CrackedRuby - Array Uniqueness

Overview

Ruby provides several methods for removing duplicate elements from arrays. The primary methods are Array#uniq and Array#uniq!, which remove duplicate elements based on element equality or custom block logic. Ruby determines uniqueness using the == method for element comparison, maintaining the first occurrence of each unique element while preserving original array order.

The uniq method returns a new array with duplicates removed, while uniq! modifies the original array in place. Both methods accept an optional block that defines custom uniqueness criteria.

numbers = [1, 2, 2, 3, 3, 3, 4]
numbers.uniq
# => [1, 2, 3, 4]

words = ['apple', 'APPLE', 'banana', 'BANANA']
words.uniq(&:downcase)
# => ['apple', 'banana']

Ruby also provides Array#| (union operator) which combines arrays while removing duplicates, and set operations through the Set class for more complex uniqueness requirements.

Basic Usage

The uniq method removes consecutive and non-consecutive duplicates from an array. Ruby compares elements using their == method, so objects with the same value but different object identities are considered equal.

# Basic deduplication
items = [1, 1, 2, 3, 2, 4, 3]
items.uniq
# => [1, 2, 3, 4]

# String deduplication
names = ['Alice', 'Bob', 'Alice', 'Charlie', 'Bob']
names.uniq
# => ['Alice', 'Bob', 'Charlie']

# Mixed data types
mixed = [1, '1', 1, 2, '2', 2]
mixed.uniq
# => [1, '1', 2, '2']

The uniq! method modifies the original array and returns the array if changes were made, or nil if no duplicates were found.
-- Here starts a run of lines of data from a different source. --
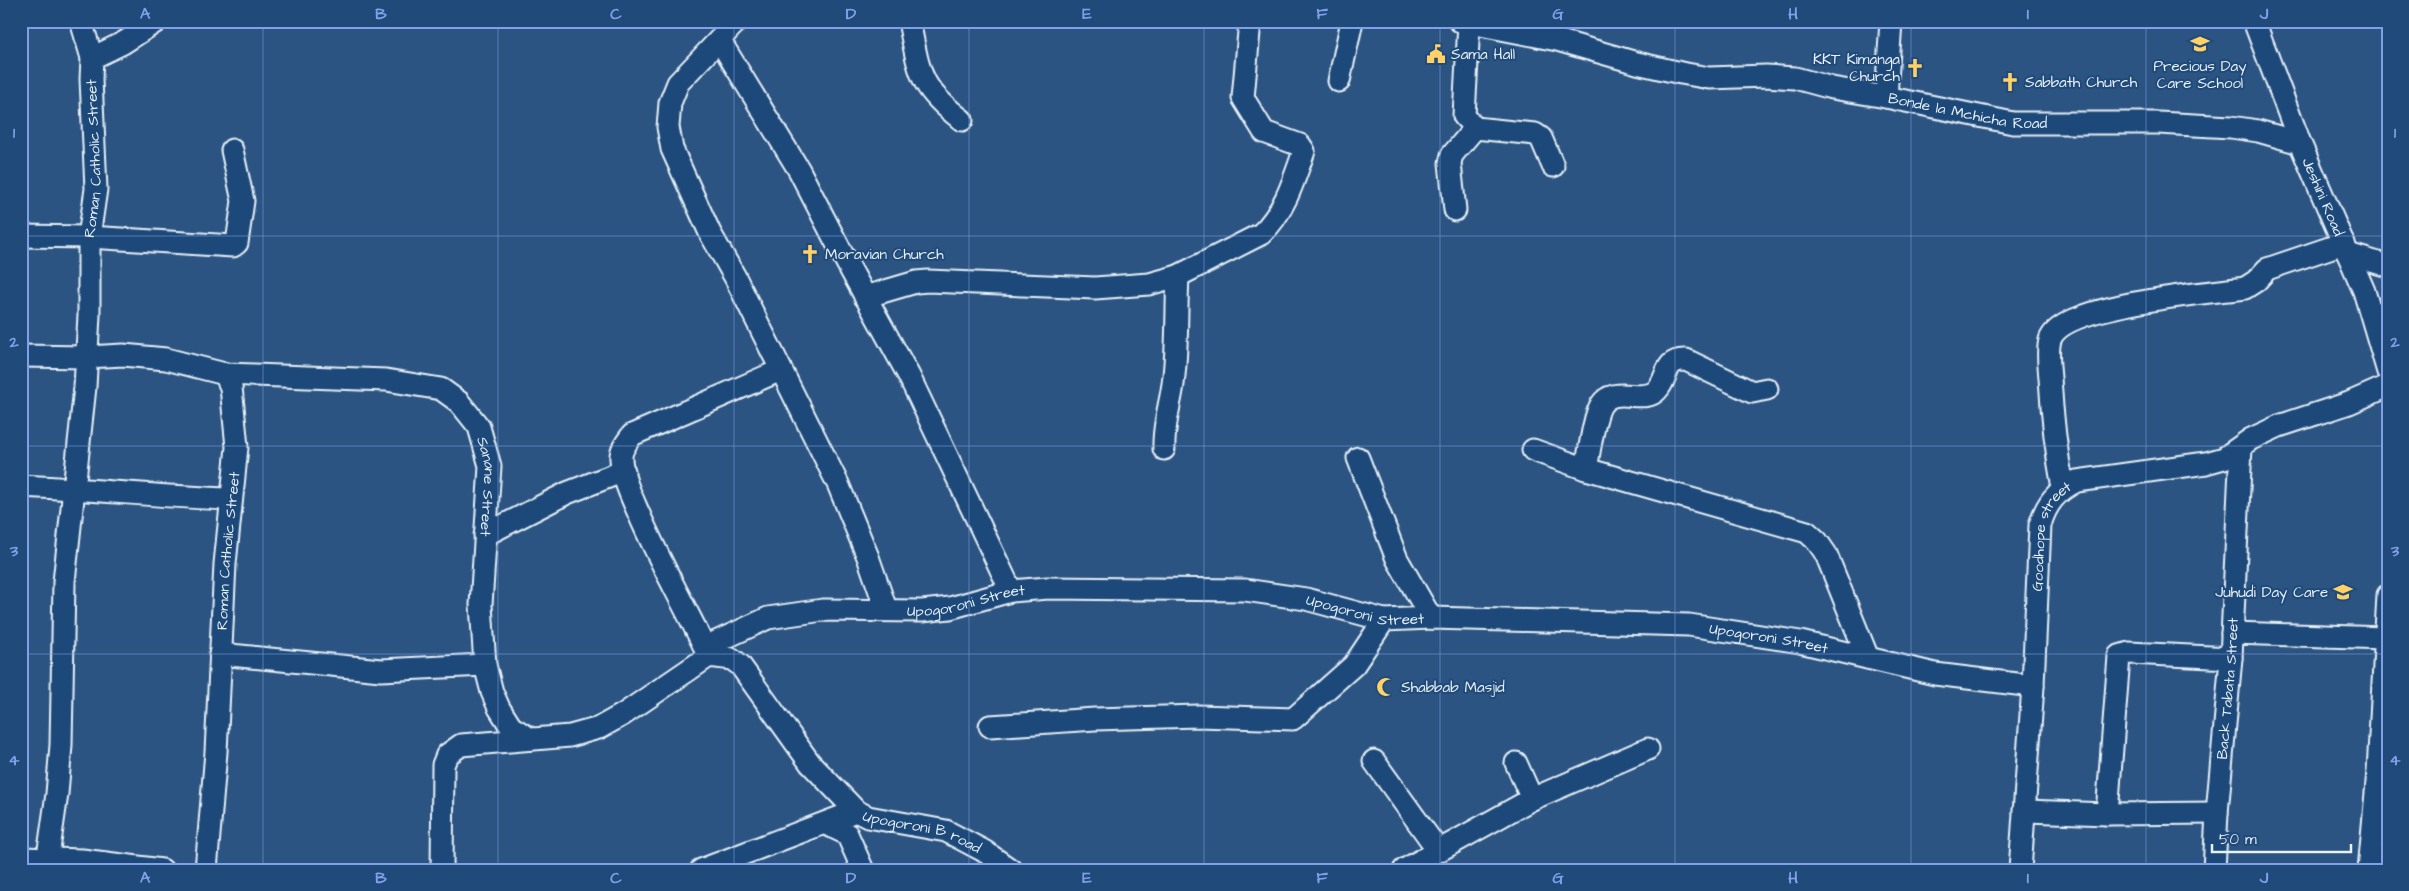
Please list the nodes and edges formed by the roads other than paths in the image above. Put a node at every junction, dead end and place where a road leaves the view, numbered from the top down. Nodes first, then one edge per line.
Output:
1 (81, 21) edge
2 (157, 21) edge
3 (737, 21) edge
4 (908, 21) edge
5 (1250, 21) edge
6 (1352, 21) edge
7 (1891, 21) edge
8 (2254, 21) edge
9 (1464, 22) edge
10 (720, 41) junction
11 (92, 58) junction
12 (1339, 81) dead end
13 (1886, 96) junction
14 (962, 120) dead end
15 (1475, 128) junction
16 (2300, 143) junction
17 (232, 150) dead end
18 (1553, 166) dead end
19 (1455, 210) dead end
20 (21, 236) edge
21 (90, 237) junction
22 (2346, 248) junction
23 (2388, 266) edge
24 (1178, 276) junction
25 (865, 297) junction
26 (21, 356) edge
27 (87, 357) junction
28 (781, 370) junction
29 (2388, 372) edge
30 (225, 374) junction
31 (2388, 386) edge
32 (1767, 389) dead end
33 (2242, 447) junction
34 (1164, 449) dead end
35 (1533, 450) dead end
36 (1358, 458) dead end
37 (1586, 469) junction
38 (624, 471) junction
39 (21, 486) edge
40 (75, 488) junction
41 (2063, 488) junction
42 (231, 500) junction
43 (486, 535) junction
44 (1011, 591) junction
45 (2388, 595) edge
46 (886, 609) junction
47 (1431, 618) junction
48 (1384, 620) junction
49 (2232, 633) junction
50 (2385, 638) junction
51 (707, 652) junction
52 (220, 654) junction
53 (1868, 658) junction
54 (2231, 658) junction
55 (485, 665) junction
56 (2033, 686) junction
57 (990, 726) dead end
58 (530, 739) junction
59 (1648, 749) dead end
60 (1374, 761) dead end
61 (1516, 763) dead end
62 (1532, 799) junction
63 (856, 811) junction
64 (2024, 811) junction
65 (2217, 813) junction
66 (2107, 814) junction
67 (826, 824) junction
68 (1438, 850) junction
69 (21, 858) edge
70 (46, 864) edge
71 (162, 870) edge
72 (206, 870) edge
73 (442, 870) edge
74 (701, 870) edge
75 (863, 870) edge
76 (1010, 870) edge
77 (1404, 870) edge
78 (2020, 870) edge
79 (2214, 870) edge
80 (2368, 870) edge

1 - 11 street, Roman Catholic Street
2 - 11 street
3 - 10 street
4 - 14 street
5 - 24 street
6 - 12 street
7 - 13 street
8 - 16 street, Jeshini Road
9 - 13 street, Bonde la Mchicha Road
9 - 15 street
10 - 25 street
10 - 28 street
11 - 21 street, Roman Catholic Street
13 - 16 street, Bonde la Mchicha Road
15 - 18 street
15 - 19 street
16 - 22 street, Jeshini Road
17 - 21 street
20 - 21 street
21 - 27 street, Roman Catholic Street
22 - 23 street
22 - 29 street, Jeshini Road
22 - 41 street
24 - 25 street
24 - 34 street
25 - 44 street
26 - 27 street
27 - 30 street
27 - 40 street, Roman Catholic Street
28 - 38 street
28 - 46 street
30 - 42 street, Roman Catholic Street
30 - 43 street, Sanane Street
31 - 33 street, Goodhope street
32 - 37 street
33 - 41 street, Goodhope street
33 - 49 street, Back Tabata Street
35 - 37 street
36 - 47 street
37 - 53 street
38 - 43 street
38 - 51 street
39 - 40 street
40 - 42 street
40 - 70 street, Roman Catholic Street
41 - 56 street, Goodhope street
42 - 52 street, Roman Catholic Street
43 - 55 street, Sanane Street
44 - 46 street, Upogoroni Street
44 - 48 street, Upogoroni Street
45 - 50 street
46 - 51 street, Upogoroni Street
47 - 48 street, Upogoroni Street
47 - 53 street, Upogoroni Street
48 - 57 street
49 - 50 street
49 - 54 street, Back Tabata Street
50 - 80 street
51 - 58 street, Upogoroni Street
51 - 63 street
52 - 55 street
52 - 72 street, Roman Catholic Street
53 - 56 street, Upogoroni Street
54 - 65 street, Back Tabata Street
54 - 66 street
55 - 58 street, Sanane Street
56 - 64 street, Goodhope street
58 - 73 street, Upogoroni Street
59 - 62 street
60 - 68 street
61 - 62 street
62 - 68 street
63 - 67 street
63 - 76 street, Upogoroni B road
64 - 66 street
64 - 78 street, Goodhope street
65 - 66 street
65 - 79 street, Back Tabata Street
67 - 74 street
67 - 75 street
68 - 77 street
69 - 70 street
70 - 71 street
numbers = [5, 5, 6, 7, 6, 8]
result = numbers.uniq!
# numbers is now [5, 6, 7, 8]
# result is [5, 6, 7, 8]

no_duplicates = [1, 2, 3, 4]
result = no_duplicates.uniq!
# no_duplicates remains [1, 2, 3, 4]
# result is nil

Both methods accept blocks for custom uniqueness logic. The block receives each element and should return a value used for comparison.

people = [
  { name: 'Alice', age: 30 },
  { name: 'Bob', age: 25 },
  { name: 'Alice', age: 35 },
  { name: 'Charlie', age: 30 }
]

# Remove duplicates by name
unique_names = people.uniq { |person| person[:name] }
# => [{name: 'Alice', age: 30}, {name: 'Bob', age: 25}, {name: 'Charlie', age: 30}]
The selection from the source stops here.